We will always have STEM with us. Some things will drop out of the public eye and go away, but there will always be science, engineering, and technology. And there will always, always be mathematics.

—Katherine Johnson

"Mathematics is the art of giving the same name to different things."

-Henri Poincare

I AM about to appear very inconsistent. In previous sections I have said that all figures in Flatland present the appearance of a straight line; and it was added or implied, that it is consequently impossible to distinguish by the visual organ between individuals of different classes: yet now I am about to explain to my Spaceland critics how we are able to recognize one another by the sense of sight.

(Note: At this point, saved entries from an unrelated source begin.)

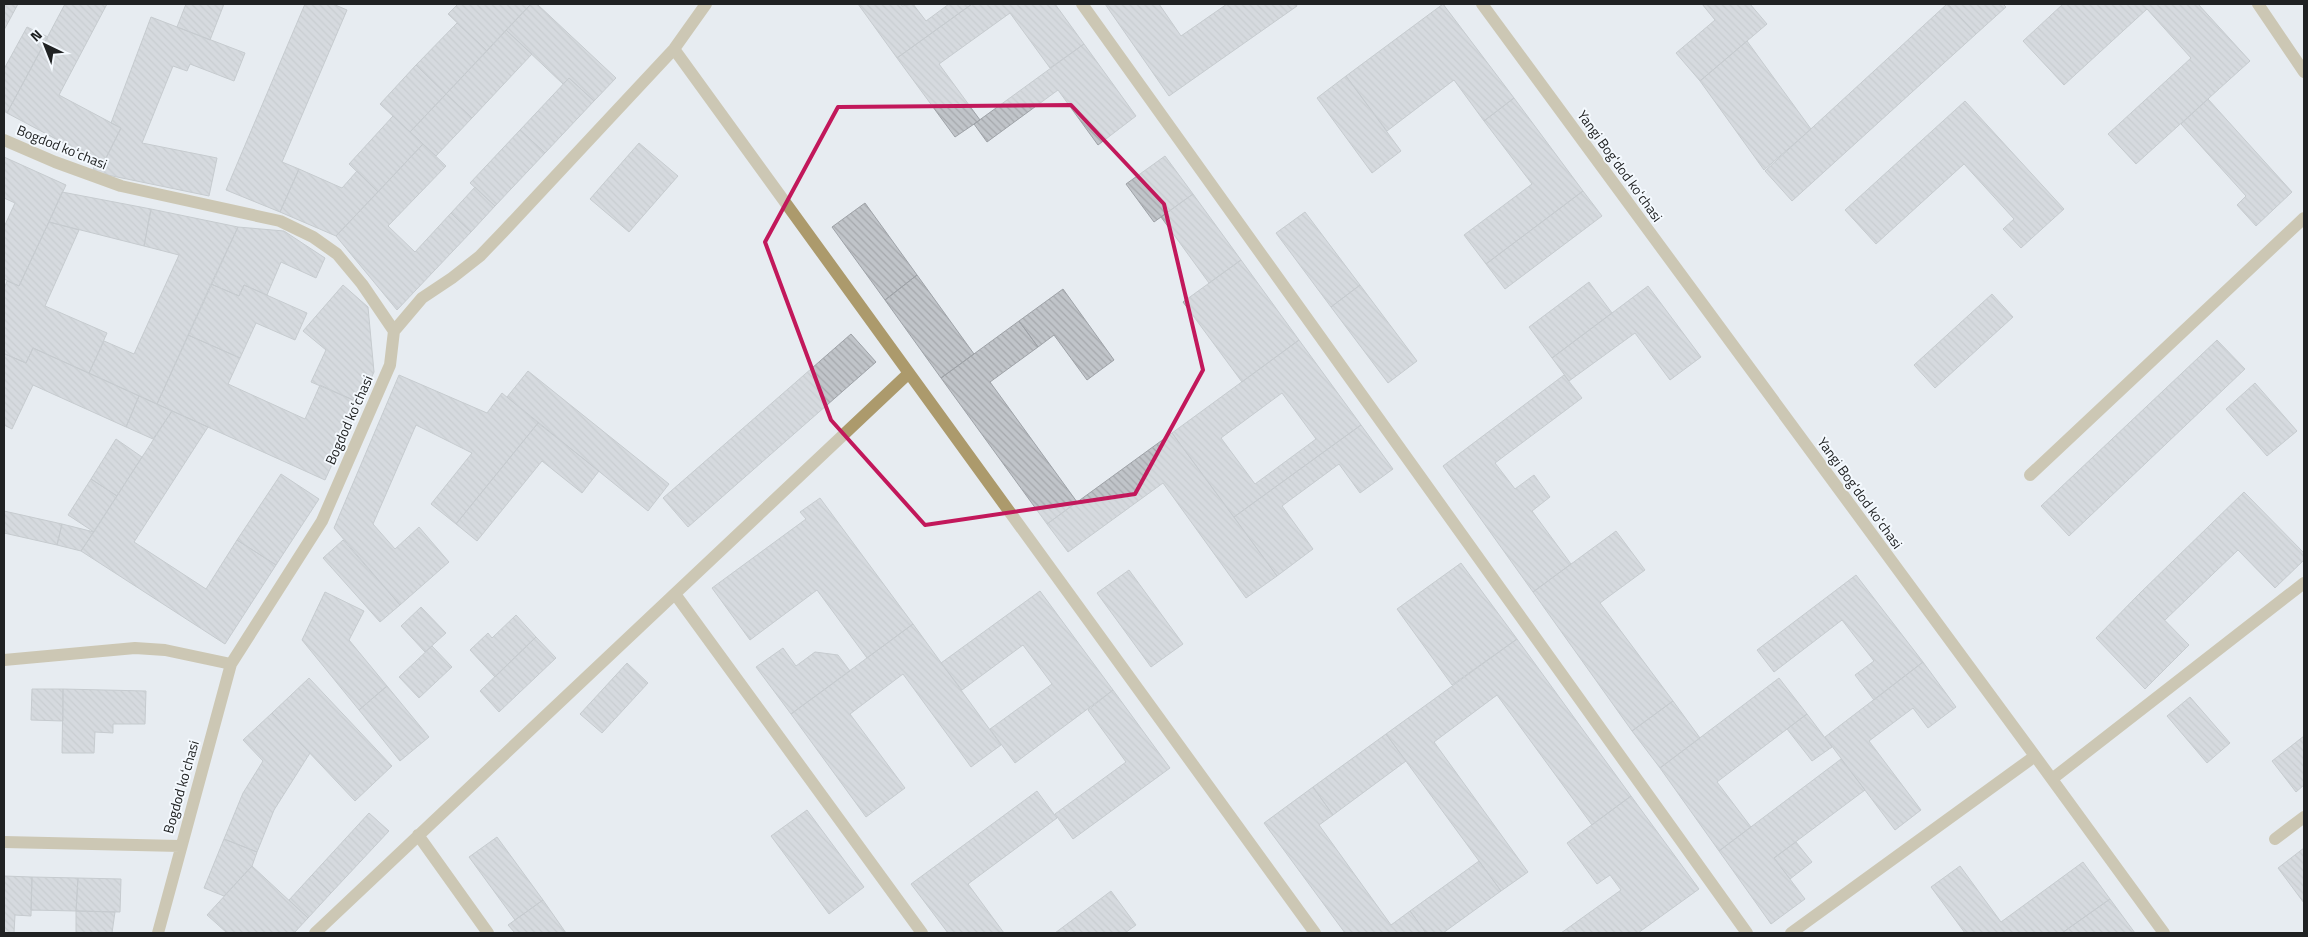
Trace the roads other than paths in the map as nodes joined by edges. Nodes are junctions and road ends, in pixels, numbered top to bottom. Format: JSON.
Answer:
{"nodes":[{"id":1,"x":706,"y":4,"type":"edge"},
{"id":2,"x":1082,"y":4,"type":"edge"},
{"id":3,"x":1482,"y":4,"type":"edge"},
{"id":4,"x":2258,"y":4,"type":"edge"},
{"id":5,"x":674,"y":48,"type":"junction"},
{"id":6,"x":2304,"y":72,"type":"edge"},
{"id":7,"x":4,"y":140,"type":"edge"},
{"id":8,"x":2304,"y":218,"type":"edge"},
{"id":9,"x":394,"y":331,"type":"junction"},
{"id":10,"x":909,"y":373,"type":"junction"},
{"id":11,"x":2030,"y":474,"type":"dead end"},
{"id":12,"x":2304,"y":583,"type":"edge"},
{"id":13,"x":675,"y":594,"type":"junction"},
{"id":14,"x":4,"y":660,"type":"edge"},
{"id":15,"x":231,"y":664,"type":"junction"},
{"id":16,"x":2035,"y":756,"type":"junction"},
{"id":17,"x":2052,"y":779,"type":"junction"},
{"id":18,"x":2304,"y":817,"type":"edge"},
{"id":19,"x":418,"y":835,"type":"junction"},
{"id":20,"x":2275,"y":839,"type":"dead end"},
{"id":21,"x":4,"y":842,"type":"edge"},
{"id":22,"x":180,"y":846,"type":"junction"},
{"id":23,"x":158,"y":933,"type":"edge"},
{"id":24,"x":315,"y":933,"type":"edge"},
{"id":25,"x":488,"y":933,"type":"edge"},
{"id":26,"x":922,"y":933,"type":"edge"},
{"id":27,"x":1315,"y":933,"type":"edge"},
{"id":28,"x":1747,"y":933,"type":"edge"},
{"id":29,"x":1791,"y":933,"type":"edge"},
{"id":30,"x":2164,"y":933,"type":"edge"}],
"edges":[{"from":1,"to":5,"type":"street"},
{"from":2,"to":28,"type":"street"},
{"from":3,"to":16,"type":"street","name":"Yangi Bogʻdod koʻchasi"},
{"from":4,"to":6,"type":"street"},
{"from":5,"to":9,"type":"street"},
{"from":5,"to":10,"type":"street"},
{"from":7,"to":9,"type":"street","name":"Bogdod koʻchasi"},
{"from":8,"to":11,"type":"street"},
{"from":9,"to":15,"type":"street","name":"Bogdod koʻchasi"},
{"from":10,"to":13,"type":"street"},
{"from":10,"to":27,"type":"street"},
{"from":12,"to":17,"type":"street"},
{"from":13,"to":19,"type":"street"},
{"from":13,"to":26,"type":"street"},
{"from":14,"to":15,"type":"street"},
{"from":15,"to":22,"type":"street","name":"Bogdod koʻchasi"},
{"from":16,"to":17,"type":"street","name":"Yangi Bogʻdod koʻchasi"},
{"from":16,"to":29,"type":"street"},
{"from":17,"to":30,"type":"street","name":"Yangi Bogʻdod koʻchasi"},
{"from":18,"to":20,"type":"street"},
{"from":19,"to":24,"type":"street"},
{"from":19,"to":25,"type":"street"},
{"from":21,"to":22,"type":"street"},
{"from":22,"to":23,"type":"street","name":"Bogdod koʻchasi"}]}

If however the Reader will take the trouble to refer to the passage in which Recognition by Feeling is stated to be universal, he will find this qualification - "among the lower classes." It is only among the higher classes and in our temperate climates that Sight Recognition is practised.

That this power exists in any regions and for any classes is the result of Fog; which prevails during the greater part of the year in all parts save the torrid zones. That which is with you in Spaceland an unmixed evil, blotting out the landscape, depressing the spirits, and enfeebling the health, is by us recognized as a blessing scarcely inferior to air itself, and as the Nurse of arts and Parent of sciences. But let me explain my meaning, without further eulogies on this beneficent Element.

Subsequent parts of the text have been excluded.